Because They know they didn't create or earn any of it

n.n said...

Women are from Venus, Men are from Mars, and babies are conceived on Earth. Setting men and women at each other's throats only exacerbated the popular belief. Psychoactive drugs dampen the cognitive dissonance forced by chauvinist ideologies.

Ingachuck'stoothlessARM said...

"It's the era of women, and it's the era of anxiety."

The Future Is Female Anxiety

Gahrie said...

And now I have to wonder if it's sexist to embrace the theory that the "defining sociological condition" of our time is "anxiety." It's the era of women, and it's the era of anxiety.

Replace "anxiety" with "hysteria" and you'd be more accurate. Dead on in fact.

Gahrie said...

CBD has little or no THC, so it's not supposed to get you high.

Michael K said...

When I was in college, Neville Shute's novel "On the Beach" came out. It scared the shit out of me.

I had read some of his other novels and he had two that were predictions of the future. One, "No Highway," predicted that new airliners would crash because of metal fatigue. A year later, the Comets began to crash. It was metal fatigue.

In the 1930s, he wrote a novel called "Ordeal" which predicted the Blitz and described it before the war began.

This was his third novel predicting some event and the other two had become true.

Nothing has bothered me since except the Cuban MissileCrisis and it was also real.

Gahrie said...

Upper-middle-class American white women, the core Times demographic, are the freest, most prosperous women in human history, and also the most nervous, anxious, and rattled.

And quit having children precisely when it became the safest time in history to do so.

Ingachuck'stoothlessARM said...

Got the 'Vapors'?, try

CBD-- it's The Fixer Elixir!

Gahrie said...

When I was in college, Neville Shute's novel "On the Beach" came out. It scared the shit out of me.

Me too...I read it in high school and I lived on an air base that was a first strike target. It was an A-10 base in the U.K during the early 80's. Watching the airmen run around in MOPP gear during drills was both funny and scary at the same time.

Unknown said...

"CBD has little or no THC, so it's not supposed to get you high."

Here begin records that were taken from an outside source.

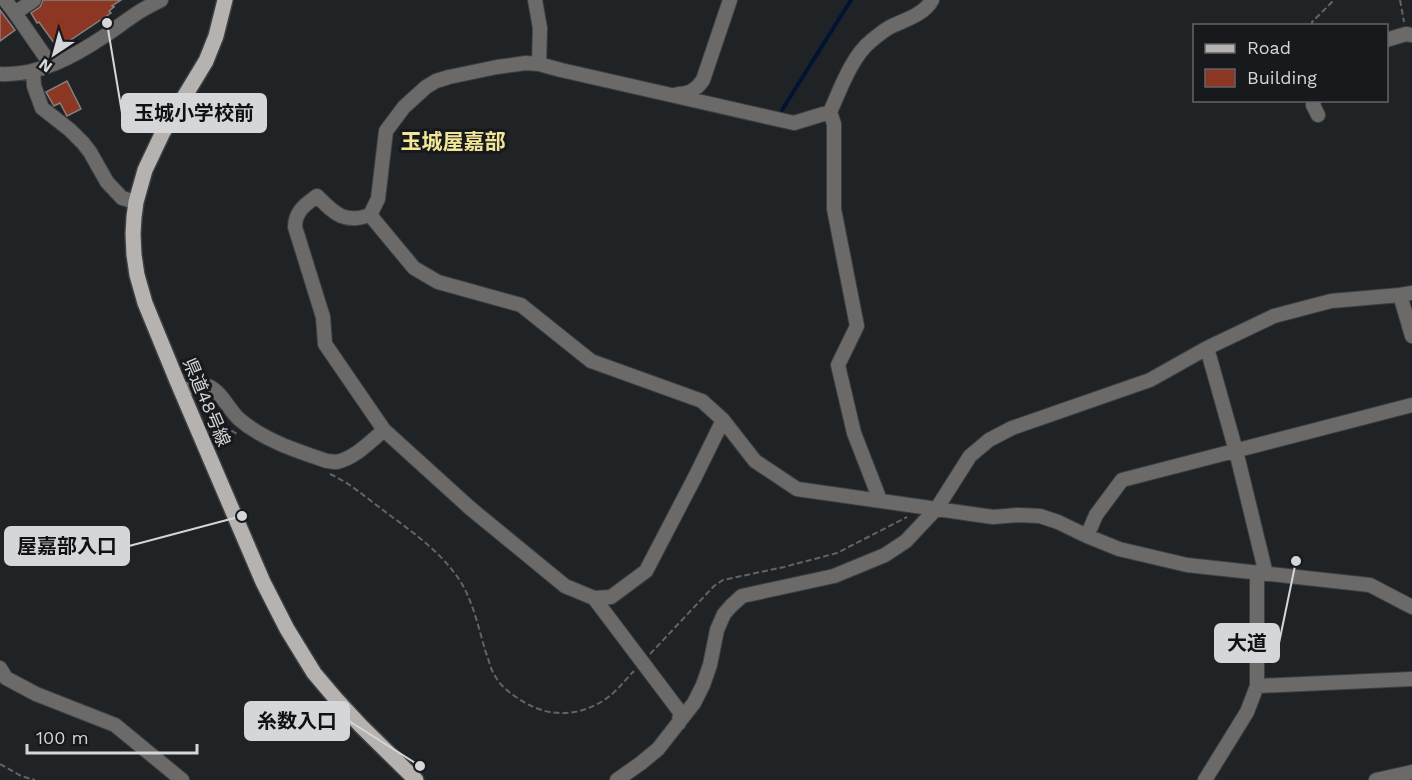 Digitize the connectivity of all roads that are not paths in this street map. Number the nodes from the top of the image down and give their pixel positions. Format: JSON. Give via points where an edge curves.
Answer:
{"nodes":[{"id":1,"x":5,"y":0,"type":"edge"},
{"id":2,"x":34,"y":0,"type":"edge"},
{"id":3,"x":161,"y":0,"type":"edge"},
{"id":4,"x":225,"y":0,"type":"edge"},
{"id":5,"x":535,"y":0,"type":"edge"},
{"id":6,"x":730,"y":0,"type":"edge"},
{"id":7,"x":932,"y":0,"type":"edge"},
{"id":8,"x":15,"y":13,"type":"junction"},
{"id":9,"x":1409,"y":34,"type":"edge"},
{"id":10,"x":1388,"y":39,"type":"edge"},
{"id":11,"x":51,"y":64,"type":"junction"},
{"id":12,"x":539,"y":64,"type":"junction"},
{"id":13,"x":33,"y":71,"type":"junction"},
{"id":14,"x":0,"y":74,"type":"edge"},
{"id":15,"x":666,"y":93,"type":"junction"},
{"id":16,"x":1314,"y":102,"type":"edge"},
{"id":17,"x":830,"y":112,"type":"junction"},
{"id":18,"x":1318,"y":115,"type":"dead end"},
{"id":19,"x":136,"y":202,"type":"junction"},
{"id":20,"x":370,"y":215,"type":"junction"},
{"id":21,"x":1406,"y":294,"type":"edge"},
{"id":22,"x":1412,"y":336,"type":"edge"},
{"id":23,"x":1207,"y":348,"type":"junction"},
{"id":24,"x":182,"y":392,"type":"junction"},
{"id":25,"x":1412,"y":405,"type":"edge"},
{"id":26,"x":723,"y":420,"type":"junction"},
{"id":27,"x":384,"y":430,"type":"junction"},
{"id":28,"x":1236,"y":451,"type":"junction"},
{"id":29,"x":880,"y":500,"type":"junction"},
{"id":30,"x":937,"y":508,"type":"junction"},
{"id":31,"x":1087,"y":536,"type":"junction"},
{"id":32,"x":1262,"y":574,"type":"junction"},
{"id":33,"x":594,"y":598,"type":"junction"},
{"id":34,"x":1412,"y":607,"type":"edge"},
{"id":35,"x":0,"y":668,"type":"edge"},
{"id":36,"x":1412,"y":679,"type":"edge"},
{"id":37,"x":1257,"y":686,"type":"junction"},
{"id":38,"x":679,"y":723,"type":"junction"},
{"id":39,"x":1412,"y":772,"type":"edge"},
{"id":40,"x":182,"y":780,"type":"edge"},
{"id":41,"x":416,"y":780,"type":"edge"},
{"id":42,"x":617,"y":780,"type":"edge"},
{"id":43,"x":1204,"y":780,"type":"edge"},
{"id":44,"x":1376,"y":780,"type":"edge"}],
"edges":[{"from":1,"to":8,"type":"street"},
{"from":2,"to":8,"type":"street"},
{"from":3,"to":11,"type":"street","via":[[79,52]]},
{"from":4,"to":19,"type":"main road","name":"県道48号線","via":[[208,55],[163,132],[145,170]]},
{"from":5,"to":12,"type":"street","via":[[540,28]]},
{"from":6,"to":15,"type":"street","via":[[703,80],[686,94]]},
{"from":7,"to":17,"type":"street","via":[[869,42],[849,70]]},
{"from":8,"to":11,"type":"street"},
{"from":9,"to":10,"type":"street"},
{"from":11,"to":13,"type":"street"},
{"from":12,"to":15,"type":"street"},
{"from":12,"to":20,"type":"street","via":[[497,67],[436,81],[426,87],[386,131],[378,199]]},
{"from":13,"to":14,"type":"street"},
{"from":13,"to":19,"type":"street","via":[[42,108],[83,143],[122,198]]},
{"from":15,"to":17,"type":"street","via":[[794,123]]},
{"from":16,"to":18,"type":"street"},
{"from":17,"to":29,"type":"street","via":[[834,124],[834,209],[857,326],[838,365],[854,433]]},
{"from":19,"to":24,"type":"main road","name":"県道48号線","via":[[133,234],[139,282]]},
{"from":20,"to":26,"type":"street","via":[[414,268],[438,282],[521,305],[591,361],[702,401]]},
{"from":20,"to":27,"type":"street","via":[[344,217],[317,196],[300,210],[295,227],[322,317],[325,344]]},
{"from":21,"to":22,"type":"street"},
{"from":21,"to":23,"type":"street","via":[[1332,301],[1274,316]]},
{"from":23,"to":28,"type":"street"},
{"from":23,"to":30,"type":"street","via":[[1150,380],[1012,428],[989,440],[970,456]]},
{"from":24,"to":27,"type":"street","via":[[205,384],[215,389],[240,419],[269,439],[327,461],[347,458]]},
{"from":24,"to":41,"type":"main road","name":"県道48号線","via":[[263,582],[300,651],[336,699]]},
{"from":25,"to":28,"type":"street"},
{"from":26,"to":29,"type":"street","via":[[755,460],[797,489]]},
{"from":26,"to":33,"type":"street","via":[[646,571],[611,597]]},
{"from":27,"to":33,"type":"street","via":[[565,586]]},
{"from":28,"to":31,"type":"street","via":[[1122,480],[1096,515]]},
{"from":28,"to":32,"type":"street"},
{"from":29,"to":30,"type":"street"},
{"from":30,"to":31,"type":"street","via":[[993,517],[1040,516]]},
{"from":30,"to":38,"type":"street","via":[[906,541],[885,555],[834,576],[742,596],[724,614],[703,685]]},
{"from":31,"to":32,"type":"street","via":[[1119,549],[1187,565]]},
{"from":32,"to":34,"type":"street","via":[[1370,585]]},
{"from":32,"to":37,"type":"street"},
{"from":33,"to":38,"type":"street","via":[[680,712]]},
{"from":35,"to":40,"type":"street","via":[[6,678],[36,694],[115,725]]},
{"from":36,"to":37,"type":"street"},
{"from":37,"to":43,"type":"street","via":[[1247,712]]},
{"from":38,"to":42,"type":"street","via":[[658,749]]},
{"from":39,"to":44,"type":"street"}]}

It's not supposed to have any. I have coworkers that use it and we have to take random drug tests. I was using a bottle of CBD vape juice that my sister gave me and I passed a test. I didn't use the vape juice because I expected any benefit, I didn't want it to go to waste, it was blueberry flavored and tasted pretty good.

n.n said...

Sex, drugs, and perception.

Sam L. said...

They're sucking it in, and hollllllllllllllllllllllllllllllllllllllllllllllllllllding it.

Jupiter said...

Listen, you want to know why women are anxious? Because their genes know that Winter is almost here, and they haven't done any canning.

Don't believe me? Do some canning.

Ingachuck'stoothlessARM said...

"Why is CBD everywhere?"

oh FFS! Why is CPL and TDS everywhere?

funsize said...

I have used it in the past for muscle soreness. Works a treat.

tim in vermont said...

I have tried it. It's like paying $10 for an Advil.

Tina Trent said...

Women like to buy soaps and creams and candles and candies and geegaws. It's mostly harmless feminine pleasure. All the better if they feel they're good and hip and progressive by doing it, if they're Times readers. This is why the Times' furious takedown of Gwenyth Paltrow's geegaw company, Goop, signalled the final takeover of the paper by militant identity politics Maoists: now the target consumers of the Times are to be mocked and re-educated, not flattered. Who knows? Maybe being kicked around for the sins of "privilege" really does reduce their anxiety. The experience will still cost too much for the average consumer, so being mocked and re-educated can only be a status symbol until cheap knockoffs appear at the Marshalls. Gummy CBD is just the next Argan oil. Remaindered in January.

Caligula said...

"As an alternative health regimen, CBD holds particular appeal to women ..."

Umm, with the possible exception of prostate remedies and products claiming to enhance male sexual performance, are there any "alternative health regimens" that are not mostly bought by women?

Jupiter said...

Hmmmm....

The consensus seems to be that a significant fraction of women are situated on the quivering rim of batshit crazy. Who knew? Let's give 'em the vote and see what happens, shall we?